A obrigatoriedade da cota (5% a 15% do quadro de funções que exigem formação) é o que sustenta o programa em escala. Empresas médias e grandes precisam contratar aprendizes — não é opcional. Quem não cumpre é autuado pelo Ministério do Trabalho com multas que variam de R$ 400 a R$ 4.000 por aprendiz não contratado, dependendo do porte e da reincidência.
O FGTS reduzido a 2% (em vez dos 8% do CLT padrão) é o principal incentivo financeiro pra empresa. Em 2 anos de contrato, um aprendiz acumula entre R$ 460 e R$ 690 de FGTS depositado (sobre salário típico), contra R$ 1.840-2.760 que acumularia em CLT padrão equivalente. Pra empresa, isso compensa o custo de adaptar processos pra incluir formação supervisionada.
Pra o jovem, o programa funciona como ponte profissional. 25% do tempo é dedicado a aulas teóricas em entidade qualificadora (SENAI, SENAC, SENAR, IEL, etc) — esse tempo é remunerado.

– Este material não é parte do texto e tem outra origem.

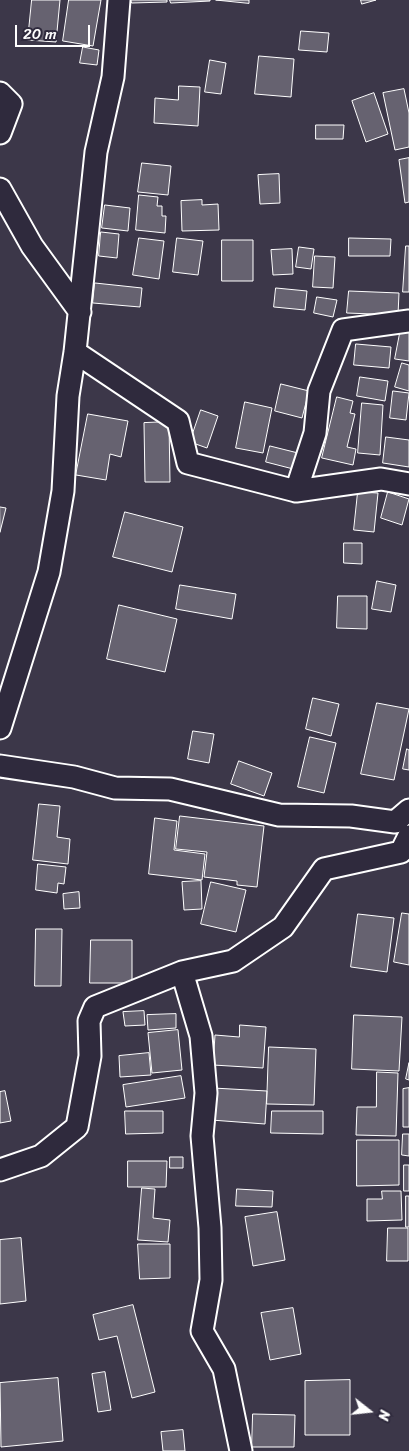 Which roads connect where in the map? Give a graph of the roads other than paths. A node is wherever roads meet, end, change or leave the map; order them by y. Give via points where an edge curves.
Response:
1 (119, 0) edge
2 (0, 93) edge
3 (0, 133) edge
4 (0, 190) edge
5 (80, 312) junction
6 (409, 321) edge
7 (75, 352) junction
8 (409, 484) edge
9 (296, 491) junction
10 (0, 728) edge
11 (0, 766) edge
12 (409, 810) edge
13 (409, 836) edge
14 (182, 972) junction
15 (0, 1170) edge
16 (241, 1451) edge

1 - 5 street via 113,77 96,152
2 - 3 street via 12,104
4 - 5 street via 32,246
5 - 7 street
6 - 9 street via 343,330 319,391 315,433
7 - 9 street via 178,421 188,463
7 - 10 street via 68,396 63,491 50,572
8 - 9 street via 381,479
11 - 12 street via 74,777 115,788 170,789 279,815 350,816 395,822
13 - 14 street via 401,852 324,869 283,927 234,961
14 - 15 street via 95,1007 89,1021 90,1056 77,1127 41,1156
14 - 16 street via 201,1036 206,1093 202,1136 211,1280 202,1331 224,1369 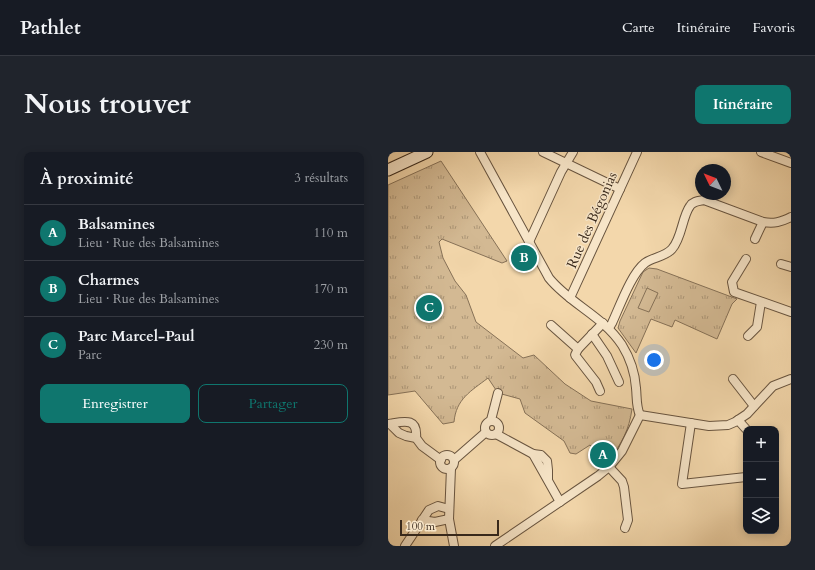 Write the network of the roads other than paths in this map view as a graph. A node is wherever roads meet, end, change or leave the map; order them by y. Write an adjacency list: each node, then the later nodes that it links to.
1 (427, 152): 9 (main road)
2 (480, 152): 14 (street)
3 (542, 152): 8 (street)
4 (573, 152): 8 (street)
5 (637, 152): 10 (street, Rue des Bégonias)
6 (761, 152): 7 (street)
7 (789, 160)
8 (566, 164): 10 (street); 14 (street)
9 (388, 168)
10 (620, 189): 18 (street, Rue des Bégonias)
11 (791, 217): 12 (street)
12 (763, 222): 13 (street); 22 (street)
13 (755, 239)
14 (529, 242): 18 (street)
15 (746, 259): 19 (street)
16 (781, 264): 17 (street)
17 (791, 267)
18 (570, 298): 22 (street)
19 (761, 302): 20 (street); 24 (street)
20 (791, 312)
21 (551, 325): 25 (street)
22 (606, 325): 23 (street); 32 (street)
23 (592, 334): 25 (street); 28 (street)
24 (748, 336)
25 (578, 349): 29 (street)
26 (733, 378): 31 (street)
27 (791, 379): 31 (street)
28 (619, 382)
29 (600, 391)
30 (498, 393): 33 (street)
31 (754, 406): 34 (street)
32 (640, 415): 35 (street); 43 (street)
33 (492, 420): 38 (street); 39 (street)
34 (738, 420): 35 (street); 37 (street)
35 (691, 423): 45 (street)
36 (389, 424): 40 (street); 40 (street)
37 (743, 426)
38 (486, 432): 39 (street); 42 (street)
39 (496, 434): 46 (street)
40 (416, 438): 41 (street)
41 (441, 460): 42 (street); 44 (street)
42 (454, 460): 44 (street)
43 (609, 467): 46 (street); 50 (street)
44 (451, 468): 47 (street)
45 (743, 476)
46 (560, 502): 53 (street)
47 (449, 509): 48 (street); 49 (street)
48 (449, 519): 49 (street); 52 (street)
49 (422, 520): 51 (street)
50 (626, 528)
51 (405, 546)
52 (454, 546)
53 (495, 546) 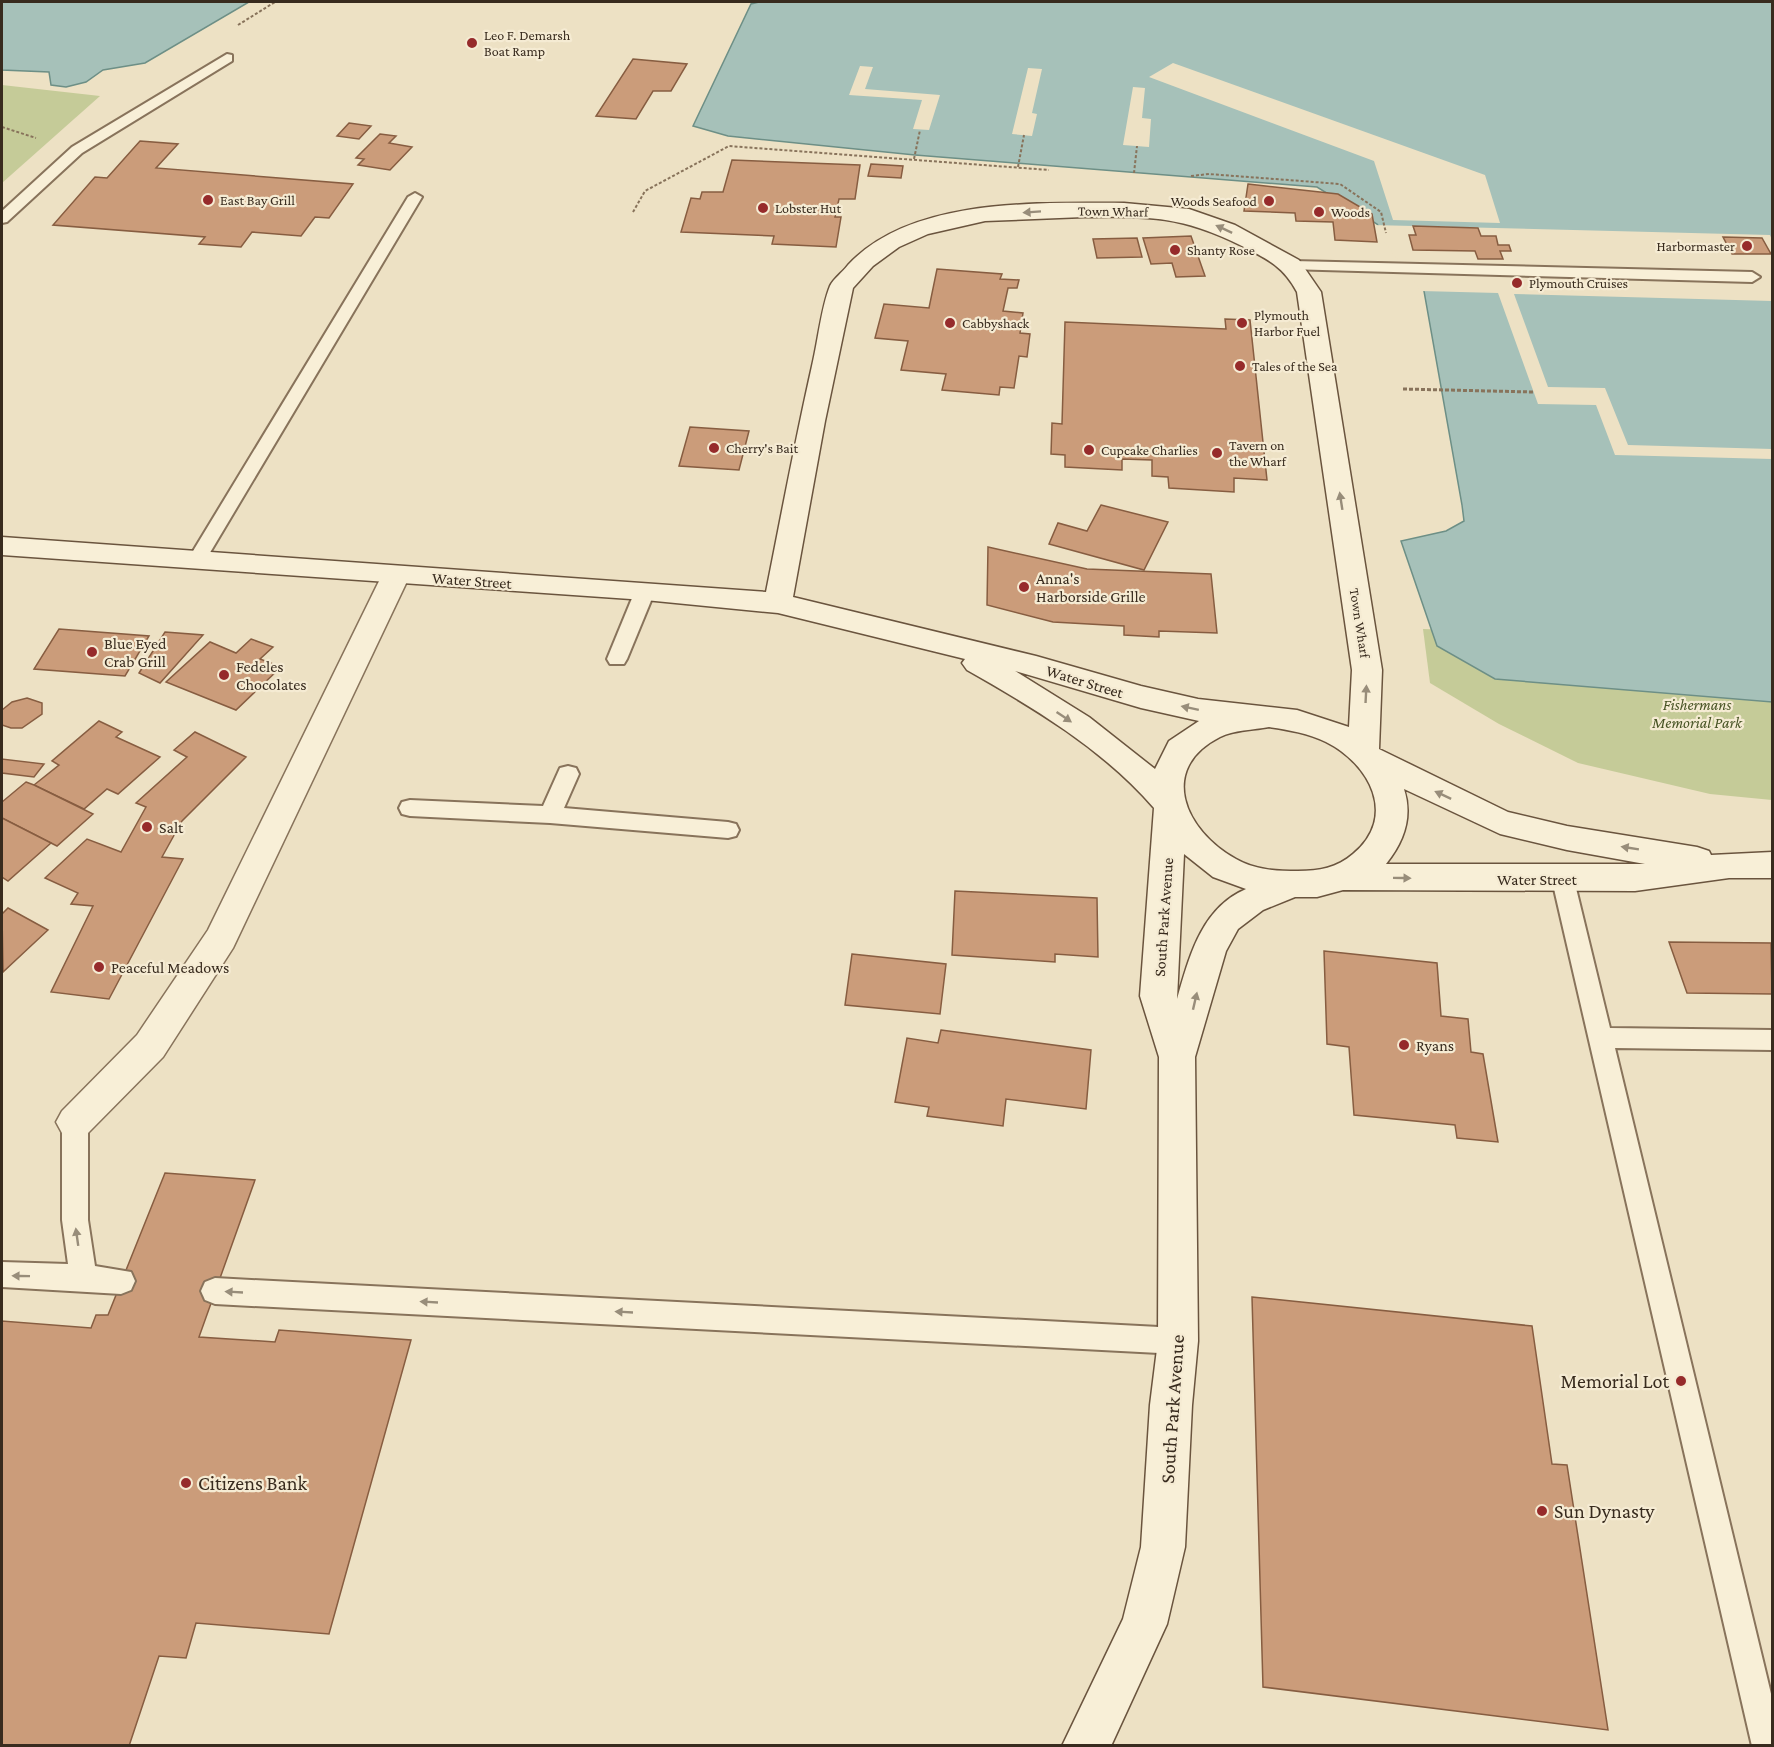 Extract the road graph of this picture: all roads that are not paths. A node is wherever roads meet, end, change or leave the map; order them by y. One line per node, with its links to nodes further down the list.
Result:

No fim dos 2 anos, ou o aprendiz é efetivado como empregado regular (com salário e FGTS cheios) ou deixa o programa com certificado de qualificação profissional. Estudos do MTE indicam taxa de efetivação em torno de 30-40% nos setores que mais contratam aprendizes (varejo, alimentação, indústria leve).